Discours incendiaires, formules lapidaires : l'héritier de Pim Fortuyn, le populiste assassiné en 2002, milite pour que les Pays-Bas abandonnent la monnaie unique, quittent l'Union européenne et l'espace sans passeport Schengen et cessent de contribuer aux aides financières aux pays du sud de l'Europe.
M. Wilders avait d'ailleurs provoqué la chute du gouvernement minoritaire de Mark Rutte, qu'il soutenait avec son parti à la chambre basse du parlement, en claquant la porte de négociations en vue de ramener le déficit public 2013 sous la barre des 3%, la limite en vigueur dans la zone euro.
Le député à la chevelure oxygénée soigneusement coiffée vers l'arrière avait alors refusé d'approuver un budget d'austérité imposé, selon lui, par "les diktats de Bruxelles".
"La perte de souveraineté, le fait de ne plus être le maître dans son propre pays, ce sont des thèmes qui cadrent parfaitement avec son idéologie", explique Bert van den Braak, chercheur en politique à l'université de Leiden (ouest).
"Ce thème lui donne beaucoup plus de chances que s'il était resté sur le débat sur l'islam", poursuit M. Van den Braak : "on connaît ce discours-là, Wilders devait proposer quelque chose de nouveau".

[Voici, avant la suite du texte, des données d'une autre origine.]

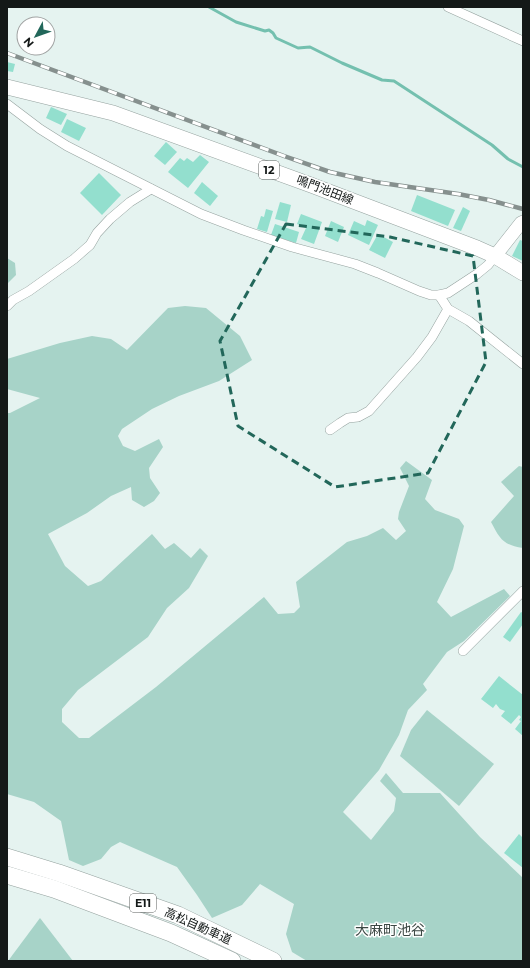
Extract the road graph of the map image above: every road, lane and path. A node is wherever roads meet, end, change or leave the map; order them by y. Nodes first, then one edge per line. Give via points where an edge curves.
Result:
1 (448, 7) edge
2 (523, 41) edge
3 (7, 87) edge
4 (7, 104) edge
5 (151, 189) junction
6 (523, 222) edge
7 (495, 256) junction
8 (523, 273) edge
9 (440, 295) junction
10 (7, 306) edge
11 (448, 309) junction
12 (523, 364) edge
13 (330, 430) dead end
14 (523, 591) edge
15 (463, 651) dead end
16 (7, 857) edge
17 (7, 875) edge
18 (232, 961) edge
19 (273, 961) edge

1 - 2 street
3 - 7 main road, 鳴門池田線 / 12 via 113,113 326,190
4 - 5 street via 40,130 67,146
5 - 9 street via 202,214 243,230 292,247 355,264 420,291
5 - 10 street via 110,219 90,245 74,259
6 - 7 main road
7 - 8 main road, 鳴門池田線 / 12
7 - 9 street via 477,274 448,293
9 - 11 street
11 - 12 street via 469,321
11 - 13 street via 417,357 369,411 358,417 348,418
14 - 15 street
16 - 19 highway, 高松自動車道 / E11 via 178,916
17 - 18 highway, 高松自動車道 / E11 via 54,889 171,933

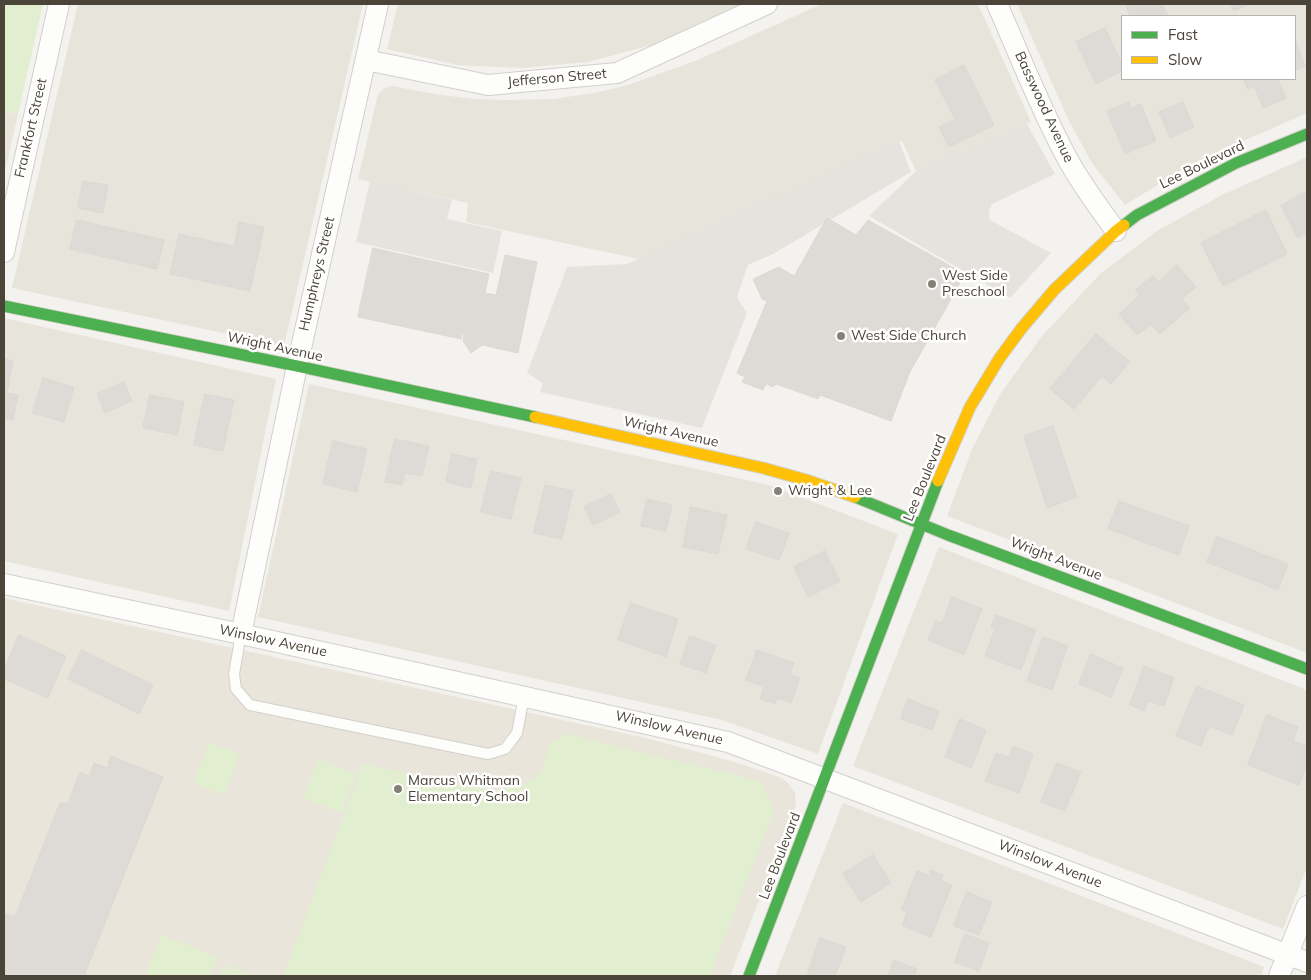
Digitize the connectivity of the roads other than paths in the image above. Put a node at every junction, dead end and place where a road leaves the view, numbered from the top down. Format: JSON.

Vivant sous protection policière permanente, Geert Wilders lutte contre ce qu'il appelle "l'islamisation des Pays-Bas", appelant notamment à interdire le Coran et la burqa. Ses déclarations lui avaient d'ailleurs valu un procès pour incitation à la haine lors duquel il avait été relaxé.

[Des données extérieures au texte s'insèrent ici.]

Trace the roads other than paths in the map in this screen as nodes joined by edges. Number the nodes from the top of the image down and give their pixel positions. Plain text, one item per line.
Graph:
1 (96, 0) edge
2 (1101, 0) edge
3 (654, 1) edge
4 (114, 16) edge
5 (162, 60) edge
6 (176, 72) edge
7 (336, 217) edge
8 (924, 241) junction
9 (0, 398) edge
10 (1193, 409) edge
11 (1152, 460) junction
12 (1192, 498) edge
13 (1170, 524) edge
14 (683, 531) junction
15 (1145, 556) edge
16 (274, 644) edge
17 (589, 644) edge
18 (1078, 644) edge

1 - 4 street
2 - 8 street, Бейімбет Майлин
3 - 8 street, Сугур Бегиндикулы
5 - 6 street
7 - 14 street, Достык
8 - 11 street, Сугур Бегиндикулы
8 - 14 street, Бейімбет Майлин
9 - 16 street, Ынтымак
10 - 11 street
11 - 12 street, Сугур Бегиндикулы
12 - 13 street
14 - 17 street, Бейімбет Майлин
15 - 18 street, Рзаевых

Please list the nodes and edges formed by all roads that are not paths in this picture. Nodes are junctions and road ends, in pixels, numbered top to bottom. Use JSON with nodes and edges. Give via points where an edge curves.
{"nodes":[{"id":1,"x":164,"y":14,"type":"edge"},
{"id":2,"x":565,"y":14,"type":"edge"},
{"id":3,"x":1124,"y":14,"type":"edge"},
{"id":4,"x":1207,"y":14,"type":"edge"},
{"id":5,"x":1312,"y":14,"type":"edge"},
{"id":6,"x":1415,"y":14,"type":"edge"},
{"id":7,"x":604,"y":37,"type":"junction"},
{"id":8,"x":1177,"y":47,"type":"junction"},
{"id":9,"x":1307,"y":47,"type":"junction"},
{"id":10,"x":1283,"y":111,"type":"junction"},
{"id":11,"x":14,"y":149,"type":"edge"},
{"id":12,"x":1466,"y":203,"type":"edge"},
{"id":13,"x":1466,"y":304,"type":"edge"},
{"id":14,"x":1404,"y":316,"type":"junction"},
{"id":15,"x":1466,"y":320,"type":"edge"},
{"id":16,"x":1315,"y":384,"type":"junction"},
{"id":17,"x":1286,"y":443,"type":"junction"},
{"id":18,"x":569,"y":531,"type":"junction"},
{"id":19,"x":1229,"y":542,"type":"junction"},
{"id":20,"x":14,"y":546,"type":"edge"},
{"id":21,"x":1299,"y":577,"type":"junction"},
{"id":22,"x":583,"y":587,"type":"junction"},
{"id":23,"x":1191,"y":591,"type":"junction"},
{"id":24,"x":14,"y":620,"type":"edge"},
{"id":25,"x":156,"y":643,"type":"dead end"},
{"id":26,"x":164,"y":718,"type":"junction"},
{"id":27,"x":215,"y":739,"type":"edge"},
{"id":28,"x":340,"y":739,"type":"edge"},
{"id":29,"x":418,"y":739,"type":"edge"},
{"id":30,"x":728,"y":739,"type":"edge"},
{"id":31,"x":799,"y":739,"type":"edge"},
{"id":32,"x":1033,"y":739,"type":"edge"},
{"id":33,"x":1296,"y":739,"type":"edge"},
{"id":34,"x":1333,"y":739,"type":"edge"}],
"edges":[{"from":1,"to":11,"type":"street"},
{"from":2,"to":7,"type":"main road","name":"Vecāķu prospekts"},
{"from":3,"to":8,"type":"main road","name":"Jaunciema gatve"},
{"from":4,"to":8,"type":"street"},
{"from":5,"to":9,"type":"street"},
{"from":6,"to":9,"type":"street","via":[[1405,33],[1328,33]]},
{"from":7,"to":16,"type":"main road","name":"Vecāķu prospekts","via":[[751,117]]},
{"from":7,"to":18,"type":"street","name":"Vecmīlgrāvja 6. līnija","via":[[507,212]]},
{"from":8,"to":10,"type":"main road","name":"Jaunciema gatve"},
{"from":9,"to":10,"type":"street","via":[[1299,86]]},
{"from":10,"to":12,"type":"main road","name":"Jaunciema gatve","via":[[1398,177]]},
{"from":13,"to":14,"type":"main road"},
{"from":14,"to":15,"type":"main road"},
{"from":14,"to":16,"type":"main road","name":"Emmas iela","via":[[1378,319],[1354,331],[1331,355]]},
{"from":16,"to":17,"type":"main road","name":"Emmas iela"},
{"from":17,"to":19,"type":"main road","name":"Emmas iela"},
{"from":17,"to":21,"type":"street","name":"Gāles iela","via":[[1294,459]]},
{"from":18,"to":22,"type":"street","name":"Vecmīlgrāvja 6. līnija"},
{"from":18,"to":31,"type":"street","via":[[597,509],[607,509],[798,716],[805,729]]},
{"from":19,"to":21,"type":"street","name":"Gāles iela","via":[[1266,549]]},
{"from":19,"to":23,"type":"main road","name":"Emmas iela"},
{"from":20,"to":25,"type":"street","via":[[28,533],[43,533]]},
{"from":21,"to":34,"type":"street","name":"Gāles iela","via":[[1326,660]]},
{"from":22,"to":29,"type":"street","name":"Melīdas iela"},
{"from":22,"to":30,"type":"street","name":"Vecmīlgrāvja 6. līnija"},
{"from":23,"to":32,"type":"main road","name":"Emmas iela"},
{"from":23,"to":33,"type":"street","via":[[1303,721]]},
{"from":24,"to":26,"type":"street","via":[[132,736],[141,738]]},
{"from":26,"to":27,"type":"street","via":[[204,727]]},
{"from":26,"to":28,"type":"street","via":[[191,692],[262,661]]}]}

Le PVV n'est plus un "partenaire crédible"
Les analystes rappellent toutefois que le Parti pour la Liberté (PVV), créé en 2006, n'était crédité que de 18 sièges lors des sondages précédant les élections du 9 juin 2010. L'extrême droite avait pourtant obtenu 24 sièges, devenant la troisième force politique du pays.

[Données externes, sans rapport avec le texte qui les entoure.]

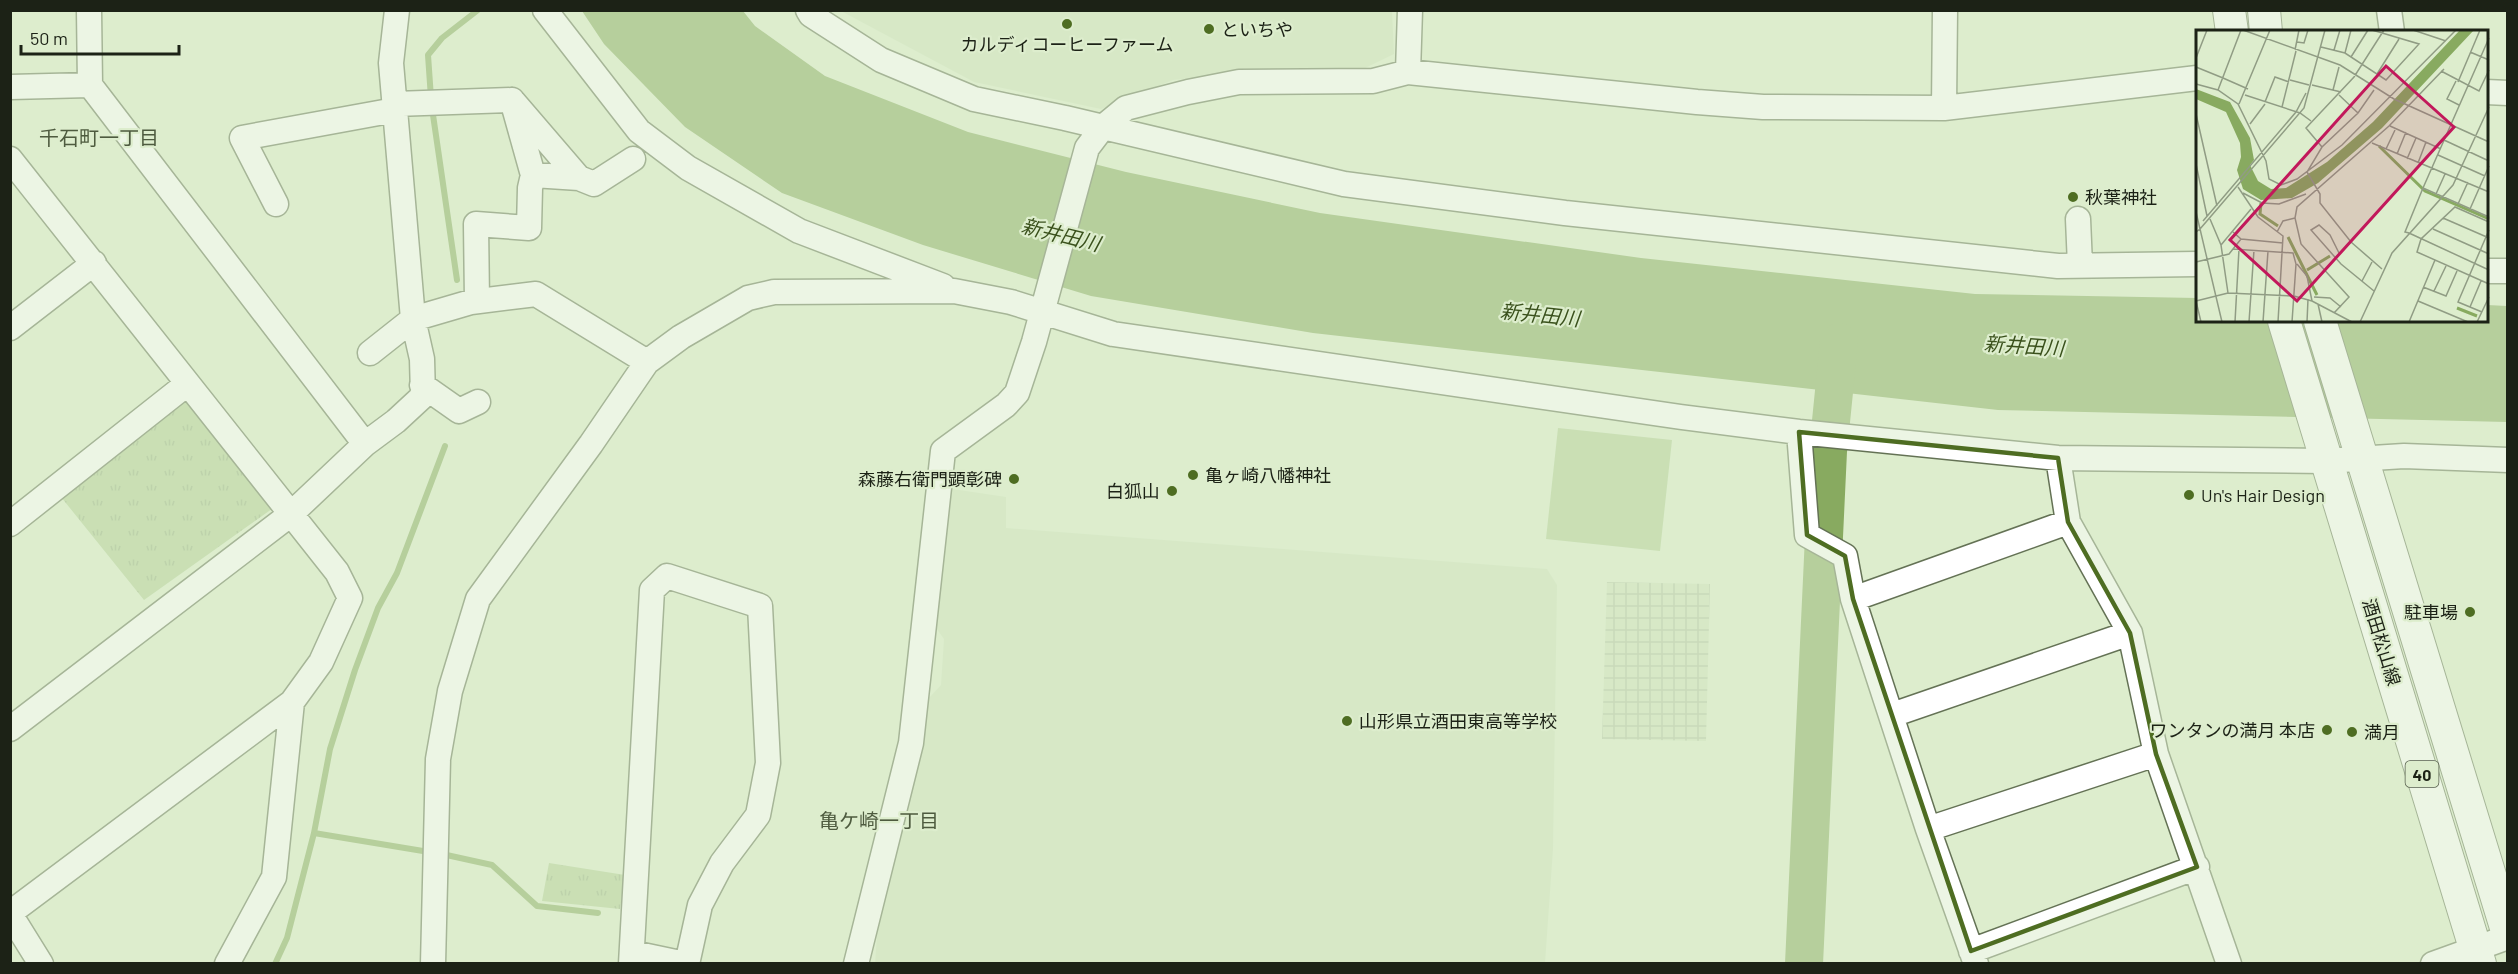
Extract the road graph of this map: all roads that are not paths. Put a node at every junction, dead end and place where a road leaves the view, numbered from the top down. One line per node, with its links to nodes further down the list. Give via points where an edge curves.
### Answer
1 (89, 10): 15 (street)
2 (397, 10): 20 (street, via 391,63)
3 (545, 10): 34 (street, via 639,131 688,168 799,231)
4 (808, 10): 22 (street, via 881,60 974,99)
5 (1410, 10): 13 (street)
6 (1945, 10): 21 (street)
7 (2229, 10): 10 (main road)
8 (2264, 10): 11 (main road)
9 (2389, 10): 12 (street)
10 (2232, 30)
11 (2266, 30)
12 (2392, 30)
13 (1408, 72): 21 (street, via 1763,107); 22 (street, via 1373,81 1239,82 1126,108)
14 (2196, 78): 21 (street)
15 (90, 85): 16 (street); 47 (street)
16 (10, 87)
17 (2488, 92): 18 (street)
18 (2508, 93)
19 (512, 100): 20 (street); 25 (street); 26 (street)
20 (395, 107): 27 (street, via 242,138); 37 (street)
21 (1944, 108)
22 (1103, 127): 31 (street, via 1344,184 1761,236); 36 (street, via 1087,148)
23 (10, 159): 29 (street)
24 (633, 159): 26 (street, via 594,184)
25 (533, 175): 26 (street); 35 (street, via 529,228 476,224)
26 (579, 178)
27 (276, 204)
28 (2078, 219): 31 (street)
29 (93, 263): 40 (street); 43 (street)
30 (2196, 264): 31 (street)
31 (2080, 265)
32 (2488, 271): 33 (street)
33 (2508, 271)
34 (954, 291): 36 (street); 42 (street, via 774,292 748,298)
35 (474, 302): 37 (street); 42 (street, via 536,294)
36 (1041, 312): 46 (street, via 1113,333); 72 (street, via 1017,393 943,451 911,743)
37 (413, 319): 41 (street); 44 (street, via 422,360)
38 (2284, 322): 49 (main road, 酒田松山線 / 40)
39 (2320, 322): 48 (main road, 酒田松山線 / 40)
40 (10, 328)
41 (370, 352)
42 (647, 362): 70 (street, via 478,599 450,691 438,759)
43 (187, 384): 52 (street); 54 (street)
44 (422, 385): 45 (street, via 459,411); 47 (street, via 423,396)
45 (478, 402)
46 (1799, 432): 50 (street); 55 (street, via 1807,535 1845,556)
47 (365, 444): 52 (street)
48 (2359, 445): 49 (street); 51 (street, via 2404,456); 64 (main road, 酒田松山線 / 40)
49 (2322, 446): 50 (street); 65 (main road, 酒田松山線 / 40)
50 (2058, 458): 53 (street)
51 (2508, 460)
52 (291, 514): 57 (street, via 337,572 350,598 321,662); 59 (street)
53 (2068, 522): 55 (street); 56 (street)
54 (10, 524)
55 (1853, 599): 58 (street)
56 (2130, 633): 58 (street); 60 (street)
57 (292, 702): 63 (street); 69 (street, via 274,877)
58 (1892, 715): 61 (street)
59 (10, 729)
60 (2156, 754): 61 (street); 62 (street)
61 (1928, 829): 66 (street)
62 (2197, 867): 66 (street); 73 (street)
63 (10, 914): 68 (street)
64 (2508, 936): 65 (street)
65 (2478, 956): 74 (street)
66 (1973, 957)
67 (632, 958): 71 (street); 71 (street, via 652,590 667,576 760,606 768,763 758,815 722,863 700,905)
68 (41, 963)
69 (227, 963)
70 (433, 963)
71 (686, 963)
72 (856, 963)
73 (2229, 963)
74 (2433, 963)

"Les sondages laissent penser que le PVV va rester stable ou enregistrer une légère perte", souligne Claes de Vreese : "ce n'est pas cher payé au vu de la participation du PVV au pouvoir et de la manière dont le gouvernement est tombé à cause d'eux".
Geert Wilders a d'ailleurs opté, selon les analystes, pour la meilleure stratégie possible : faire profil bas le plus longtemps possible et se lancer dans la campagne peu de temps avant les élections.
"Une chose me semble claire, plus personne ne voudra collaborer avec le PVV!", assure toutefois Andre Krouwel, politologue à l'université libre d'Amsterdam : "qu'il obtienne 10 ou 25 sièges de député, il ne jouera absolument aucun rôle lors de la formation du gouvernement".
"Je pense qu'ils ne sont plus vus comme un partenaire crédible au sein de la classe politique néerlandaise", soutient de son côté Claes de Vreese, selon lequel le parti du Premier ministre libéral sortant Mark Rutte perdrait lui aussi "énormément" de crédibilité en s'associant à nouveau au PVV.